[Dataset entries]
>>>>

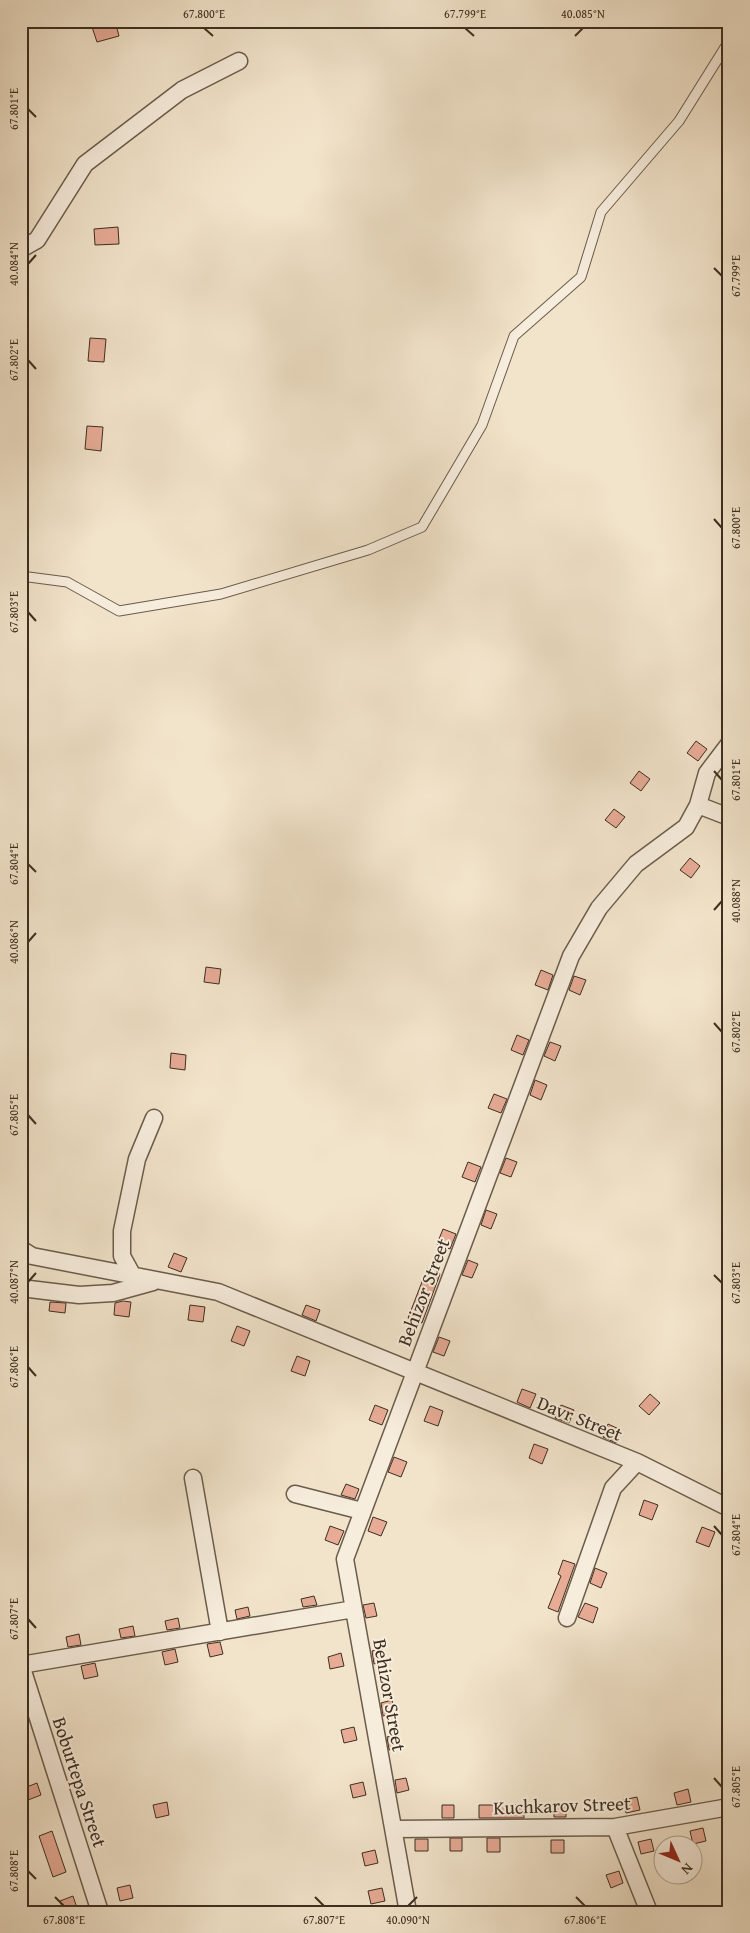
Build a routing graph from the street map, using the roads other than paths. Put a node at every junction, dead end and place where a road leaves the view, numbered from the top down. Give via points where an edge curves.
1 (729, 41) edge
2 (239, 61) dead end
3 (21, 249) edge
4 (21, 576) edge
5 (729, 744) edge
6 (698, 805) junction
7 (729, 817) edge
8 (154, 1118) dead end
9 (21, 1249) edge
10 (133, 1276) junction
11 (158, 1280) junction
12 (21, 1288) edge
13 (414, 1373) junction
14 (637, 1462) junction
15 (193, 1478) dead end
16 (295, 1494) dead end
17 (729, 1508) edge
18 (362, 1511) junction
19 (354, 1609) junction
20 (567, 1618) dead end
21 (220, 1632) junction
22 (21, 1665) edge
23 (729, 1807) edge
24 (615, 1827) junction
25 (394, 1829) junction
26 (100, 1912) edge
27 (408, 1912) edge
28 (650, 1912) edge

1 - 4 lane via 679,121 601,212 581,277 514,336 482,425 422,527 368,550 221,594 119,611 67,582
2 - 3 street via 182,90 85,164 38,240
5 - 6 street, Behizor Street via 707,773
6 - 7 street
6 - 13 street, Behizor Street via 686,827 636,864 599,908 571,956
8 - 10 street via 137,1159 122,1231 122,1256
9 - 10 street, Davr Street via 32,1256
10 - 11 street, Davr Street
11 - 12 street via 114,1293 79,1294
11 - 13 street, Davr Street via 218,1292
13 - 14 street, Davr Street
13 - 18 street, Behizor Street
14 - 17 street, Davr Street
14 - 20 street via 613,1488
15 - 21 street
16 - 18 street
18 - 19 street, Behizor Street via 345,1559
19 - 21 street
19 - 25 street, Behizor Street
21 - 22 street
22 - 26 street, Boburtepa Street
23 - 24 street, Kuchkarov Street
24 - 25 street, Kuchkarov Street
24 - 28 street
25 - 27 street, Behizor Street

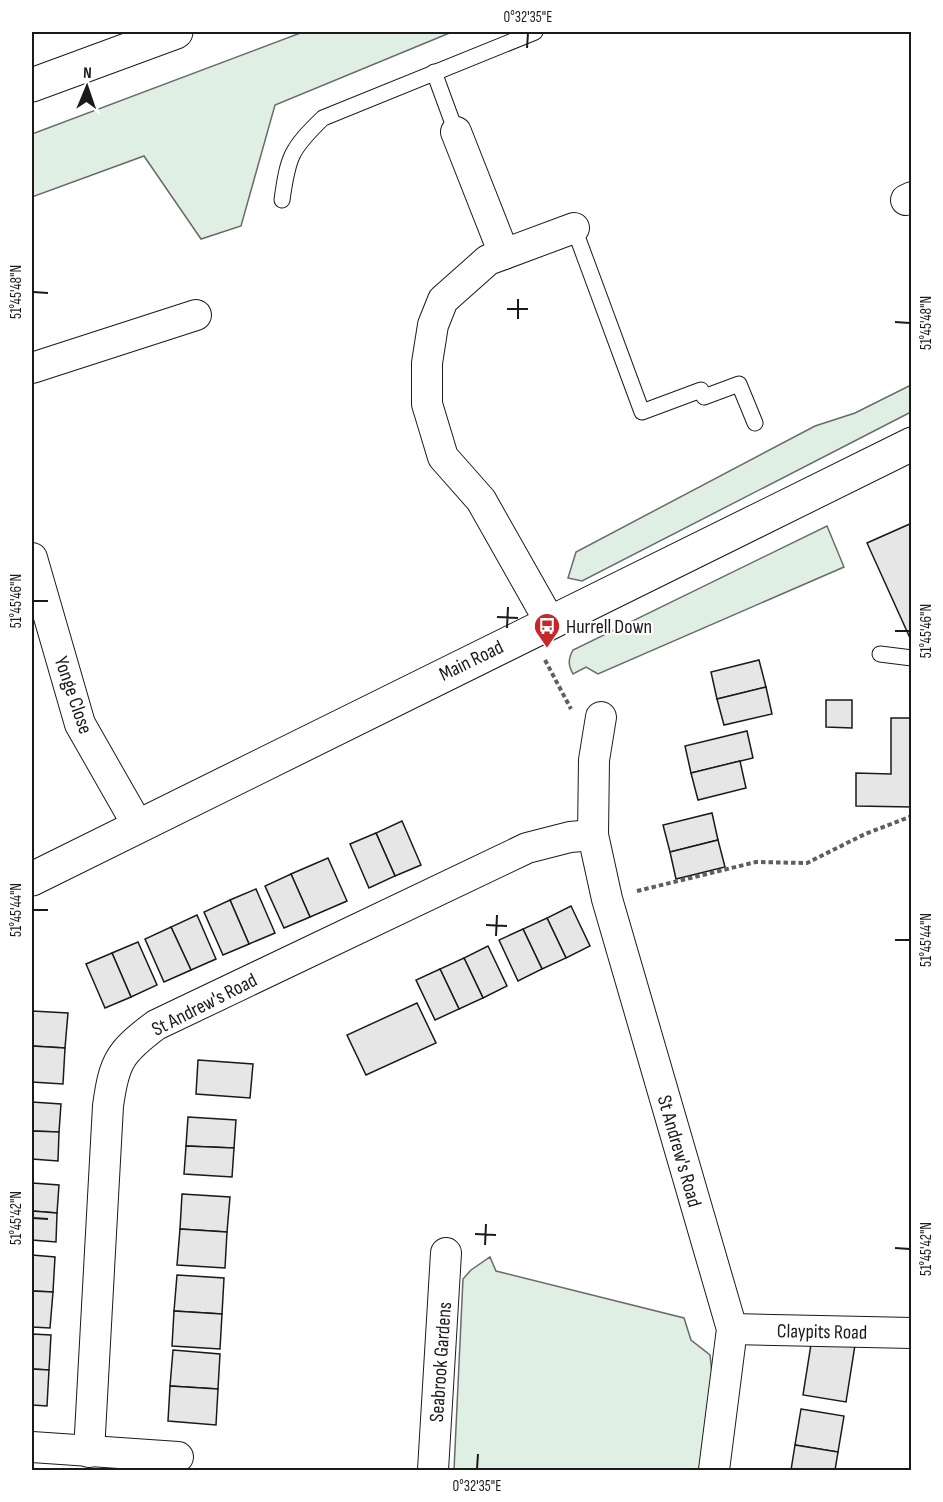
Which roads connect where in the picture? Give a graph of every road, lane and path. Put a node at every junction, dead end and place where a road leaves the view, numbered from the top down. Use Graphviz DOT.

<<<<

WORK INSTRUCTIONS -
With no pictures included, write out the entries exactly.

EXPECTED OUTPUT -
Build a routing graph from the street map, using the roads other than paths. Put a node at every junction, dead end and place where a road leaves the view, numbered from the top down. Give via points where an edge curves.
1 (729, 41) edge
2 (239, 61) dead end
3 (21, 249) edge
4 (21, 576) edge
5 (729, 744) edge
6 (698, 805) junction
7 (729, 817) edge
8 (154, 1118) dead end
9 (21, 1249) edge
10 (133, 1276) junction
11 (158, 1280) junction
12 (21, 1288) edge
13 (414, 1373) junction
14 (637, 1462) junction
15 (193, 1478) dead end
16 (295, 1494) dead end
17 (729, 1508) edge
18 (362, 1511) junction
19 (354, 1609) junction
20 (567, 1618) dead end
21 (220, 1632) junction
22 (21, 1665) edge
23 (729, 1807) edge
24 (615, 1827) junction
25 (394, 1829) junction
26 (100, 1912) edge
27 (408, 1912) edge
28 (650, 1912) edge

1 - 4 lane via 679,121 601,212 581,277 514,336 482,425 422,527 368,550 221,594 119,611 67,582
2 - 3 street via 182,90 85,164 38,240
5 - 6 street, Behizor Street via 707,773
6 - 7 street
6 - 13 street, Behizor Street via 686,827 636,864 599,908 571,956
8 - 10 street via 137,1159 122,1231 122,1256
9 - 10 street, Davr Street via 32,1256
10 - 11 street, Davr Street
11 - 12 street via 114,1293 79,1294
11 - 13 street, Davr Street via 218,1292
13 - 14 street, Davr Street
13 - 18 street, Behizor Street
14 - 17 street, Davr Street
14 - 20 street via 613,1488
15 - 21 street
16 - 18 street
18 - 19 street, Behizor Street via 345,1559
19 - 21 street
19 - 25 street, Behizor Street
21 - 22 street
22 - 26 street, Boburtepa Street
23 - 24 street, Kuchkarov Street
24 - 25 street, Kuchkarov Street
24 - 28 street
25 - 27 street, Behizor Street

Which roads connect where in the picture? Give a graph of every road, lane and path. Put a node at every junction, dead end and place where a road leaves the view, numbered from the top down. Use Graphviz DOT.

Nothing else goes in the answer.